* **ACTIVITY**:
The reply must consist of the entire listing, reproduced exactly.

......

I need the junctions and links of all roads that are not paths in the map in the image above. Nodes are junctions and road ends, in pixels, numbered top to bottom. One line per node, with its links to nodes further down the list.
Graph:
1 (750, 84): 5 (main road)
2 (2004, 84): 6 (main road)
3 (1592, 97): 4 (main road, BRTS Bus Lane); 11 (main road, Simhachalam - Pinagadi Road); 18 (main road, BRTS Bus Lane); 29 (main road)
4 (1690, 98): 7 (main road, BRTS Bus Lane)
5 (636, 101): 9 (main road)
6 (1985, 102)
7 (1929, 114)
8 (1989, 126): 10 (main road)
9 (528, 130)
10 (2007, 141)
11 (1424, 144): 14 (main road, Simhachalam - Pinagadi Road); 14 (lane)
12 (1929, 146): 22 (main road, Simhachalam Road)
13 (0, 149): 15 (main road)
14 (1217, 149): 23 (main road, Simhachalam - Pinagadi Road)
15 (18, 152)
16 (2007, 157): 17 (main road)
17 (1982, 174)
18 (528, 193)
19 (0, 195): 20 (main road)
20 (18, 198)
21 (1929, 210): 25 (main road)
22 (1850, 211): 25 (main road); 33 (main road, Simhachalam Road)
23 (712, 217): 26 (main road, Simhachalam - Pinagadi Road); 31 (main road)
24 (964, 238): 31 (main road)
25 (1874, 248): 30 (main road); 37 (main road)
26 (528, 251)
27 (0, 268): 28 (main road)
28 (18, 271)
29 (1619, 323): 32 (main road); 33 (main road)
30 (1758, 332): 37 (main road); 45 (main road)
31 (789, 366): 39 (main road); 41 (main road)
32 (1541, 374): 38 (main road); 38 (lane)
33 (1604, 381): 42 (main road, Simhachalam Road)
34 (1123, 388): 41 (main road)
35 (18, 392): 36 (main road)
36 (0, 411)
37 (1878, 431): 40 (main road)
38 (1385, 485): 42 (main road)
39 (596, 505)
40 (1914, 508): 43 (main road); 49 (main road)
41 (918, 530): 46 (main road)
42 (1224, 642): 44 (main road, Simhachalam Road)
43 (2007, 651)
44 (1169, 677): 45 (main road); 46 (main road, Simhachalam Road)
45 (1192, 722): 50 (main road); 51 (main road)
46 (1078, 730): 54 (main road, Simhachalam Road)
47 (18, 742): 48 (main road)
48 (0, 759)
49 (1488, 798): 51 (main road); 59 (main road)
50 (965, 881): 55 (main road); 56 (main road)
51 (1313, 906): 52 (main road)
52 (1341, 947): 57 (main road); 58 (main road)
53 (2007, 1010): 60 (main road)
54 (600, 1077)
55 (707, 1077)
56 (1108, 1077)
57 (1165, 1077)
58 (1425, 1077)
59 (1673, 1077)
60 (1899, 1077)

......

* **SOLUTION FOR THIS PROBLEM**:
I need the junctions and links of all roads that are not paths in the map in the image above. Nodes are junctions and road ends, in pixels, numbered top to bottom. One line per node, with its links to nodes further down the list.
Graph:
1 (750, 84): 5 (main road)
2 (2004, 84): 6 (main road)
3 (1592, 97): 4 (main road, BRTS Bus Lane); 11 (main road, Simhachalam - Pinagadi Road); 18 (main road, BRTS Bus Lane); 29 (main road)
4 (1690, 98): 7 (main road, BRTS Bus Lane)
5 (636, 101): 9 (main road)
6 (1985, 102)
7 (1929, 114)
8 (1989, 126): 10 (main road)
9 (528, 130)
10 (2007, 141)
11 (1424, 144): 14 (main road, Simhachalam - Pinagadi Road); 14 (lane)
12 (1929, 146): 22 (main road, Simhachalam Road)
13 (0, 149): 15 (main road)
14 (1217, 149): 23 (main road, Simhachalam - Pinagadi Road)
15 (18, 152)
16 (2007, 157): 17 (main road)
17 (1982, 174)
18 (528, 193)
19 (0, 195): 20 (main road)
20 (18, 198)
21 (1929, 210): 25 (main road)
22 (1850, 211): 25 (main road); 33 (main road, Simhachalam Road)
23 (712, 217): 26 (main road, Simhachalam - Pinagadi Road); 31 (main road)
24 (964, 238): 31 (main road)
25 (1874, 248): 30 (main road); 37 (main road)
26 (528, 251)
27 (0, 268): 28 (main road)
28 (18, 271)
29 (1619, 323): 32 (main road); 33 (main road)
30 (1758, 332): 37 (main road); 45 (main road)
31 (789, 366): 39 (main road); 41 (main road)
32 (1541, 374): 38 (main road); 38 (lane)
33 (1604, 381): 42 (main road, Simhachalam Road)
34 (1123, 388): 41 (main road)
35 (18, 392): 36 (main road)
36 (0, 411)
37 (1878, 431): 40 (main road)
38 (1385, 485): 42 (main road)
39 (596, 505)
40 (1914, 508): 43 (main road); 49 (main road)
41 (918, 530): 46 (main road)
42 (1224, 642): 44 (main road, Simhachalam Road)
43 (2007, 651)
44 (1169, 677): 45 (main road); 46 (main road, Simhachalam Road)
45 (1192, 722): 50 (main road); 51 (main road)
46 (1078, 730): 54 (main road, Simhachalam Road)
47 (18, 742): 48 (main road)
48 (0, 759)
49 (1488, 798): 51 (main road); 59 (main road)
50 (965, 881): 55 (main road); 56 (main road)
51 (1313, 906): 52 (main road)
52 (1341, 947): 57 (main road); 58 (main road)
53 (2007, 1010): 60 (main road)
54 (600, 1077)
55 (707, 1077)
56 (1108, 1077)
57 (1165, 1077)
58 (1425, 1077)
59 (1673, 1077)
60 (1899, 1077)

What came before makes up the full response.